◆ DATA EXTRACT:
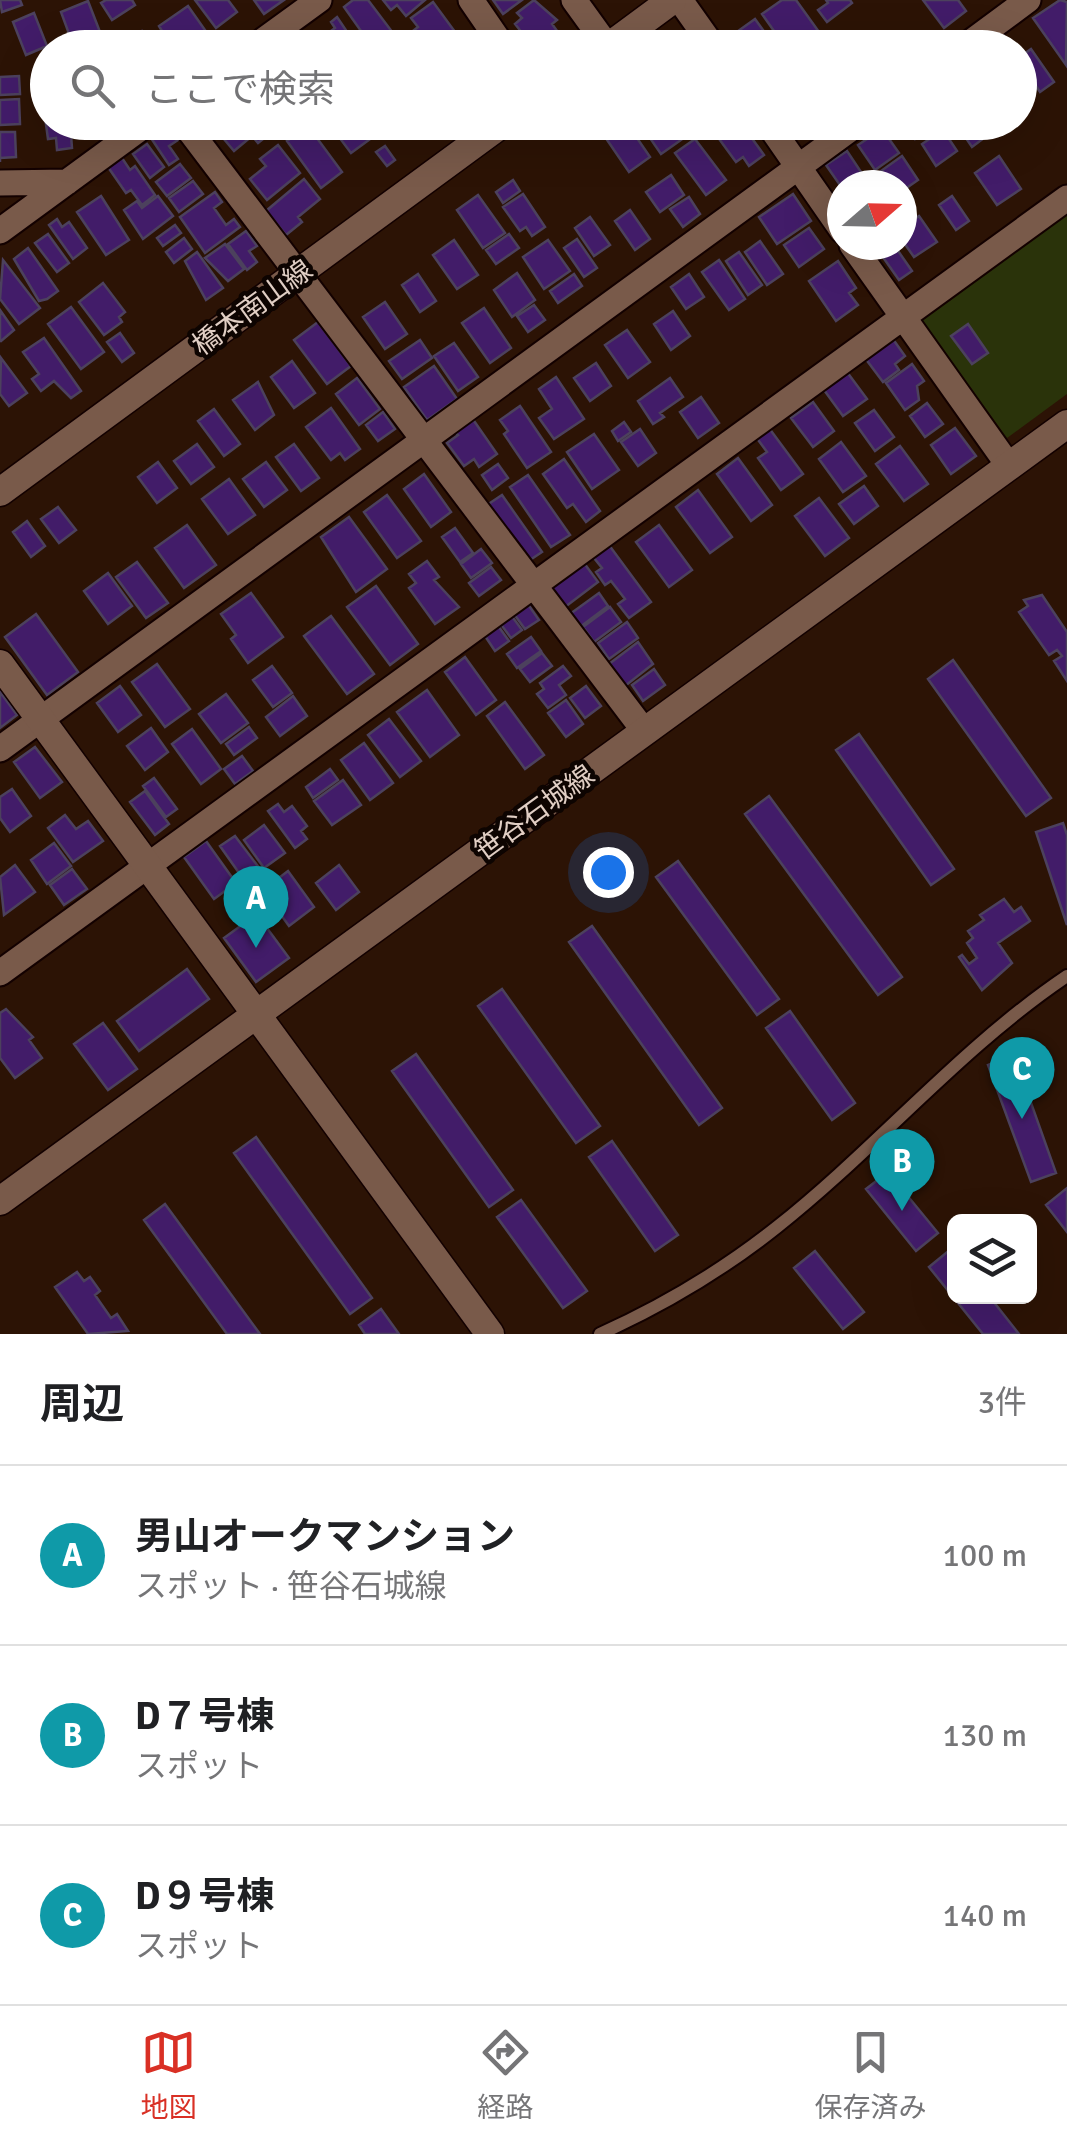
<!DOCTYPE html>
<html lang="ja">
<head>
<meta charset="utf-8">
<style>
  :root { --surface:#fff; --page:#f6f6f6; --text:#202124; --muted:#757577; --line:#e0e0e0; --accent:#d93025 }
  body { margin:0; font-family:Signika,"Noto Sans JP",sans-serif; background:var(--page); color:var(--text) }
  .controls { position:absolute; right:30px; bottom:30px; display:grid; overflow:hidden; border-radius:15px; box-shadow:0 10px 40px #0002 }
  .controls button { width:90px; height:90px; display:grid; place-items:center; padding:0; border:0; border-bottom:2px solid var(--line); background:var(--surface); color:var(--text); font:50px sans-serif }
  .compass { position:absolute; left:827px; top:170px; width:90px; height:90px; border-radius:50%; background:var(--surface); box-shadow:0 10px 40px #0002; rotate:70deg }
  .you { position:absolute; left:608px; top:872px; width:35px; height:35px; margin:-25px; border:8px solid #fff; border-radius:50%; background:#1a73e8; box-shadow:0 0 0 15px #1a73e833 }
  .badge { display:grid; place-items:center; width:65px; height:65px; border-radius:50%; background:var(--accent); color:#fff; font-size:32px; font-weight:700 }
  .pin { position:absolute; translate:-50% -82px; filter:drop-shadow(0 2px 5px #0008) }
  .pin::after { content:''; position:absolute; top:52px; width:35px; height:30px; background:inherit; clip-path:polygon(0 0,100% 0,50% 100%) }
  .list { margin:0; padding:0; list-style:none }
  h2 { display:flex; justify-content:space-between; align-items:center; height:130px; margin:0; padding:0 40px; font-size:42px }
  h2 small { font-size:32px; font-weight:400; color:var(--muted) }
  .list li { display:grid; grid-template-columns:65px 1fr auto; gap:30px; align-items:center; box-sizing:border-box; height:180px; padding:0 40px; border-top:2px solid var(--line) }
  .list b { display:block; font-size:38px; white-space:nowrap }
  .list p { margin:0; font-size:32px; white-space:nowrap; color:var(--muted) }
  .list em { font-size:32px; font-style:normal; color:var(--muted) }
  .icon { flex:none; width:55px; height:55px; fill:none; stroke:currentColor; stroke-width:2; stroke-linecap:round; stroke-linejoin:round }
  .map { position:relative; flex:none; width:1067px; height:1334px; overflow:hidden }
  .search { position:absolute; background:var(--surface); box-shadow:0 10px 40px #0002; left:30px; right:30px; top:30px; height:110px; display:flex; align-items:center; gap:25px; box-sizing:border-box; padding:0 35px; border-radius:55px; color:var(--muted); font-size:38px }
  .sheet { height:670px; background:var(--surface) }
  nav { display:flex; justify-content:space-around; align-items:center; box-sizing:border-box; height:140px; border-top:2px solid var(--line); background:var(--surface); font-size:28px; color:var(--muted) }
  nav a { display:grid; justify-items:center; gap:5px }
  nav .on { color:var(--accent) }
  .map>svg:first-child { display:block }
  .green { fill:#2a330a }
  .building { fill:#421c69; stroke:#4c415d; stroke-width:2.5 }
  .lines { fill:none; stroke-linecap:round; stroke-linejoin:round }
  .service-casing { stroke:#130100; stroke-width:16 }
  .minor-casing { stroke:#130100; stroke-width:29 }
  .tertiary-casing { stroke:#130100; stroke-width:31 }
  .service { stroke:#795a4a; stroke-width:12 }
  .minor { stroke:#795a4a; stroke-width:25 }
  .tertiary { stroke:#795a4a; stroke-width:28 }
  .labels { text-anchor:middle; stroke-width:9; stroke-linejoin:round; paint-order:stroke }
  .street-label { font-size:28px; fill:#e0cec4; stroke:#0d0401 }
</style>
</head>
<body>
<div class="map">
<svg width="1067" height="1334" viewBox="0 0 1067 1334">
  <rect width="100%" height="100%" fill="#2c1305"/>
  <path class="green" d="M1067 215V394L1007 438 922 321Z"/>
  <path class="building" d="M0 0H20L22 5 2 12Z
    M106 0H132L135 5 112 20 101 3Z
    M195 0H228L237 12 216 28Z
    M254 0H284L264 14Z
    M353 0H368L396 37 373 48 344 7Z
    M383 0H425L406 16 397 5 391 10Z
    M493 0H522L503 14Z
    M534 0 557 20 552 24 563 39 552 48H516L512 42 523 34 515 24 522 18 517 13Z
    M782 0H796L819 32 798 48H786L762 14Z
    M826 0H850L852 3 827 22 818 10 828 3Z
    M923 0H958L966 11 944 28Z
    M1060 0 1067 2 1066 65 1033 18Z
    M88 1 100 32 72 42 61 12Z
    M433 2 458 36 442 48H419L409 34 418 27 411 18Z
    M188 6 217 47 216 48H172L159 26Z
    M34 13 47 46 26 55 13 22Z
    M337 17 358 48H333L324 36 335 28 331 22Z
    M755 19 776 48H734L727 39Z
    M142 31 155 48H121L120 47Z
    M312 34 321 48H293Z
    M1031 49 1054 82 1040 92 1020 62V57Z
    M19 76 20 94 0 95V77Z
    M19 99 20 124 0 125V100Z
    M45 117 48 122H70L72 148 57 150 56 138 48 139Z
    M77 122H103L104 132 77 133Z
    M225 122H266L273 131 258 143 252 136 234 151 218 132Z
    M338 122H368L377 134 351 153 336 133 342 128Z
    M379 122H411L390 137Z
    M614 122H626L650 157 629 172 601 131Z
    M639 122H669L681 140 661 154Z
    M727 122H740L764 155 749 166 743 157 736 162 714 132Z
    M790 122H817L818 124 801 137Z
    M903 122H937L938 124 915 139Z
    M955 122H986L992 132 972 147Z
    M163 125 171 135 176 131 181 138 169 146 178 159 169 165 149 135Z
    M308 126 342 172 321 188 287 141Z
    M882 129 899 153 875 170 858 145Z
    M943 130 957 151 936 166 922 144Z
    M0 132H15L16 157 0 158V162Z
    M695 139 726 180 706 195 675 153Z
    M147 144 164 167 150 178 133 154Z
    M278 145 300 173 267 200 250 179 266 166 260 159Z
    M385 146 395 160 387 166 376 152Z
    M847 151 865 178 842 188 826 165Z
    M902 156 918 180 902 191V185H890L881 171Z
    M999 156 1021 189 997 205 975 173Z
    M122 158 130 170 135 166 155 195 142 205 131 190 126 193 108 167Z
    M180 164 191 178 167 196 156 182Z
    M671 175 684 195 660 212 646 192Z
    M304 179 320 199 298 217 302 222 286 235 266 211Z
    M513 180 520 191 503 203 496 192Z
    M193 181 203 194 179 212 169 198Z
    M215 192 222 202 214 208 226 225 234 219 240 227 205 253 180 217Z
    M523 194 545 227 532 236 526 227 520 231 503 207Z
    M793 194 811 221 777 244 759 217Z
    M478 195 505 233 483 248 457 210Z
    M101 196 129 240 106 255 77 212Z
    M158 196 173 216 143 239 124 210 137 201 142 208Z
    M952 196 969 221 956 230 939 205Z
    M689 197 700 214 683 227 670 209Z
    M630 210 650 239 635 250 615 221Z
    M919 216 937 242 914 257 902 240V228Z
    M590 217 610 245 594 256 575 228Z
    M57 219 62 227 69 222 87 248 73 259 49 225Z
    M175 225 181 233 163 246 157 238Z
    M809 228 824 249 799 267 784 245Z
    M246 231 257 246 249 251 257 262 247 270 228 244Z
    M48 234 69 263 57 272 35 243Z
    M509 234 519 248 496 264 486 250Z
    M184 238 192 249 174 263 166 252Z
    M577 239 597 268 584 277 564 248Z
    M454 240 478 275 457 289 433 255Z
    M548 240 570 271 544 289 523 257Z
    M760 241 783 274 767 285 745 252Z
    M225 244 244 269 228 281 205 258Z
    M894 245 912 271 899 280 880 253Z
    M28 248 58 291 47 299 39 301 14 259Z
    M197 252 223 288 206 300 185 261Z
    M739 252 762 285 748 295 726 261Z
    M3 260 40 308 19 324 0 299Z
    M719 260 745 299 729 310 702 272Z
    M838 261 856 288 849 293 858 305 836 321 809 281Z
    M517 273 535 300 512 317 494 290Z
    M418 274 436 301 420 312 402 285Z
    M574 274 582 286 558 303 550 291Z
    M689 274 704 297 686 309 671 287Z
    M103 283 125 312 119 317 122 322 104 335 79 302Z
    M385 302 407 334 385 349 363 317Z
    M534 305 545 320 528 332 517 316Z
    M71 307 104 352 81 369 48 324Z
    M484 308 511 348 490 363 462 323Z
    M0 310 14 330 1 341 0 340Z
    M673 311 690 336 671 350 654 324Z
    M318 322 351 366 327 384 294 340Z
    M968 324 988 353 972 364 951 336Z
    M627 330 650 362 628 378 605 345Z
    M120 333 134 353 122 362 107 342Z
    M890 335 905 356 895 364 899 370 883 382 862 354Z
    M44 338 81 391 71 398 54 381 41 391 32 379 39 374 23 352Z
    M420 340 432 358 402 379 389 361Z
    M454 343 478 377 458 391 434 356Z
    M1 358 27 393 9 406 0 394Z
    M292 361 315 393 294 408 271 377Z
    M596 363 611 386 590 401 574 378Z
    M912 364 924 381 917 386 919 400 905 410 886 383Z
    M434 366 457 399 427 420 404 387Z
    M847 372 867 399 843 416 824 390Z
    M556 377 584 419 554 439 539 418 552 409 539 389Z
    M357 378 380 409 359 425 336 394Z
    M670 378 683 397 660 413 664 417 653 424 638 401Z
    M258 382 274 415 255 430 233 400Z
    M701 397 719 423 698 438 680 412Z
    M813 402 834 431 813 447 791 418Z
    M927 403 943 424 925 437 910 416Z
    M520 406 551 452 527 468 504 434 508 431 500 420Z
    M331 408 360 449 345 460 340 453 331 460 306 427Z
    M214 409 240 444 224 456 198 421Z
    M874 410 894 437 875 451 855 423Z
    M383 412 395 429 378 441 366 425Z
    M472 418 497 454 479 467 474 459 464 466 447 443 458 435 454 431Z
    M624 422 631 432 618 441 612 431Z
    M769 428 803 474 781 490 758 458 767 452 756 437Z
    M955 428 976 456 951 474 931 445Z
    M640 429 656 453 638 466 621 442Z
    M594 434 619 470 592 489 567 452Z
    M841 442 866 476 843 492 819 459Z
    M197 444 214 467 191 484 174 461Z
    M294 444 319 478 301 491 276 457Z
    M900 446 928 484 904 501 876 464Z
    M738 458 772 505 751 521 717 474Z
    M564 459 600 511 586 522 573 504 567 508 543 474Z
    M158 462 177 488 157 503 138 477Z
    M266 462 287 490 264 507 243 479Z
    M498 464 508 478 492 490 482 475Z
    M424 474 451 512 431 527 404 489Z
    M528 475 570 535 551 547 510 487Z
    M229 479 255 515 228 534 202 499Z
    M864 486 878 506 854 524 839 504Z
    M698 490 732 537 710 553 676 507Z
    M387 495 421 541 397 558 364 512Z
    M502 495 542 552 527 562 487 505Z
    M819 498 849 538 825 556 795 516Z
    M58 507 76 530 59 543 41 519Z
    M349 517 387 569 356 592 321 537Z
    M27 521 45 546 31 557 13 532Z
    M187 525 216 565 184 588 155 548Z
    M659 525 692 570 669 587 636 542Z
    M455 528 473 553 460 562 442 537Z
    M606 541 651 602 629 618 618 604 625 599 611 581 605 585 596 572 602 568 590 553Z
    M481 549 492 563 471 578 461 564Z
    M427 561 439 577 434 580 459 607 435 624 409 588 416 583 409 574Z
    M137 562 168 603 146 618 116 577Z
    M584 563 598 582 565 607 550 587Z
    M491 567 501 580 479 596 469 583Z
    M108 573 132 606 108 624 84 591Z
    M376 586 418 644 390 665 347 607Z
    M251 593 283 637 248 663 231 639 236 635 221 614Z
    M599 593 608 606 580 627 570 614Z
    M1042 595 1067 632V681L1054 661 1062 656 1057 650 1049 655 1019 612 1028 606 1024 600Z
    M525 600 539 620 525 629 511 610Z
    M610 607 621 622 594 642 583 627Z
    M508 611 522 630 511 638 497 619Z
    M36 614 78 672 47 695 5 637Z
    M331 616 374 674 347 694 304 636Z
    M627 622 638 638 609 659 598 643Z
    M496 623 509 641 495 651 483 633Z
    M531 637 541 651 517 668 507 654Z
    M638 642 653 664 625 686 609 664Z
    M542 653 552 666 530 682 520 669Z
    M465 657 496 700 476 715 445 672Z
    M953 660 1051 798 1026 816 928 679Z
    M157 664 190 709 165 727 132 682Z
    M272 666 292 693 273 707 253 680Z
    M563 666 571 676 559 685 566 695 548 708 537 694 544 689 540 683Z
    M654 669 665 685 643 701 632 685Z
    M120 686 141 715 118 732 97 703Z
    M586 686 601 706 585 718 570 698Z
    M427 690 459 735 430 757 397 712Z
    M0 692 17 715 0 728Z
    M226 694 248 723 221 743 199 714Z
    M293 696 307 716 280 736 266 717Z
    M566 700 583 724 566 737 548 713Z
    M505 702 544 755 525 769 487 716Z
    M389 719 421 761 400 777 368 735Z
    M249 727 257 738 234 755 226 744Z
    M151 728 168 752 145 770 127 746Z
    M192 729 221 769 201 784 172 744Z
    M859 734 954 869 931 885 836 750Z
    M364 743 393 783 370 800 341 760Z
    M35 747 62 782 40 798 14 762Z
    M242 756 253 771 235 784 224 769Z
    M330 769 338 780 313 798 306 787Z
    M154 778 177 809 166 817 143 786Z
    M343 780 361 805 332 825 314 801Z
    M12 789 31 816 10 832 0 818V797Z
    M145 791 169 824 155 835 130 802Z
    M769 796 902 977 878 995 745 814Z
    M278 804 284 812 292 806 307 826 301 831 307 839 295 848 268 811Z
    M65 815 76 829 88 821 103 841 73 862 48 828Z
    M1063 823 1067 835V925L1036 832Z
    M264 825 285 853 264 868 244 840Z
    M235 836 260 869 244 880 220 846Z
    M206 841 236 883 214 899 184 857Z
    M54 843 71 866 47 884 31 860Z
    M678 861 779 999 757 1015 656 877Z
    M15 865 35 892 4 915 0 877Z
    M339 865 359 892 336 910 316 883Z
    M72 869 87 889 64 905 50 885Z
    M288 871 314 907 289 926 263 890Z
    M1004 899 1014 912 1021 907 1030 921 998 943 1012 963 982 990 959 957 962 955 969 964 977 958 967 943 973 938 968 931 984 920 980 915Z
    M246 922 253 932 264 924 289 958 256 982 224 938Z
    M592 926 722 1108 699 1125 569 942Z
    M187 969 209 999 139 1051 117 1021Z
    M502 989 600 1126 576 1143 478 1006Z
    M6 1009 33 1037 29 1040 42 1058 15 1078 0 1058V1013Z
    M790 1011 855 1103 832 1120 766 1028Z
    M103 1023 137 1069 108 1090 74 1044Z
    M416 1054 513 1190 489 1207 392 1071Z
    M1014 1055 1056 1173 1031 1182 988 1065Z
    M256 1137 372 1298 350 1314 234 1153Z
    M612 1141 678 1235 655 1251 589 1157Z
    M888 1172 938 1233 916 1251 866 1189Z
    M1067 1188V1232L1046 1205Z
    M521 1200 587 1291 563 1308 497 1217Z
    M165 1204 260 1334H227L144 1220Z
    M951 1249 954 1296H989L1019 1334H983L929 1267Z
    M815 1251 864 1312 843 1329 794 1268Z
    M77 1272 84 1281 90 1277 100 1291 95 1295 111 1318 117 1314 128 1331 88 1334 55 1287Z
    M381 1309 399 1334H365L359 1325Z"/>
  <g class="lines">
    <g class="service-casing">
      <path id="service" d="M600 1334C662 1306 723 1270 777 1227 877 1148 960 1048 1067 976"/>
    </g>
    <g class="minor-casing">
      <path id="minor" d="M471 0 504 48
        M574 0 608 47
        M680 0 714 48
        M253 48 319 0
        M963 48 1028 0
        M183 122 645 732
        M767 122 842 230
        M0 183 67 182
        M0 231 149 122
        M852 245 1009 466
        M0 749 860 122
        M0 973 1067 198"/>
    </g>
    <g class="tertiary-casing">
      <path id="tertiary" d="M607 48 672 0
        M0 492 504 122
        M0 664 490 1334
        M0 1201 1067 424"/>
    </g>
    <use href="#service" class="service"/>
    <use href="#minor" class="minor"/>
    <use href="#tertiary" class="tertiary"/>
  </g>
  <g class="labels">
    <g class="street-label">
      <text transform="translate(252 307) rotate(-36)" y="10">橋本南山線</text>
      <text transform="translate(534 812) rotate(-36)" y="10">笹谷石城線</text>
    </g>
  </g>
</svg>
<div class="controls">
<button><svg class="icon" aria-label="layers" viewBox="0 0 24 24"><path d="M12 4l9 5-9 5-9-5zM3 14l9 5 9-5"/></svg></button>
</div>
<svg class="compass" viewBox="-18 -18 36 36"><path d="M0-13l5 13h-10z" fill="#e53935"/><path d="M0 13l5-13h-10z" fill="#757577"/></svg>
<div class="you"></div>
<div class="pin badge" style="left:256px;top:948px;background:#0f9aa8">A</div>
<div class="pin badge" style="left:902px;top:1211px;background:#0f9aa8">B</div>
<div class="pin badge" style="left:1022px;top:1119px;background:#0f9aa8">C</div>
<div class="search"><svg class="icon" aria-label="search" viewBox="0 0 24 24"><circle cx="10" cy="10" r="6"/><path d="M15 15l6 6"/></svg>ここで検索</div>
</div>
<section class="sheet">
<h2>周辺<small>3件</small></h2>
<ul class="list">
<li><span class="badge" style="background:#0f9aa8">A</span><div><b>男山オークマンション</b><p>スポット · 笹谷石城線</p></div><em>100 m</em></li>
<li><span class="badge" style="background:#0f9aa8">B</span><div><b>D７号棟</b><p>スポット</p></div><em>130 m</em></li>
<li><span class="badge" style="background:#0f9aa8">C</span><div><b>D９号棟</b><p>スポット</p></div><em>140 m</em></li>
</ul>
</section>
<nav>
<a class="on"><svg class="icon" aria-label="map" viewBox="0 0 24 24"><path d="M3 6l6-2 6 2 6-2v14l-6 2-6-2-6 2zM9 4v14M15 6v14"/></svg>地図</a>
<a><svg class="icon" aria-label="directions" viewBox="0 0 24 24"><path d="M12 3l9 9-9 9-9-9zM9 14v-3h6M13 9l2 2-2 2"/></svg>経路</a>
<a><svg class="icon" aria-label="saved" viewBox="0 0 24 24"><path d="M7 4h10v16l-5-4-5 4z"/></svg>保存済み</a>
</nav>
</body>
</html>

◆ WORK ITEM: Look through the listing, and copy each line in which the string "labels" turns up.

◆ RESULT:
  .labels { text-anchor:middle; stroke-width:9; stroke-linejoin:round; paint-order:stroke }
  <g class="labels">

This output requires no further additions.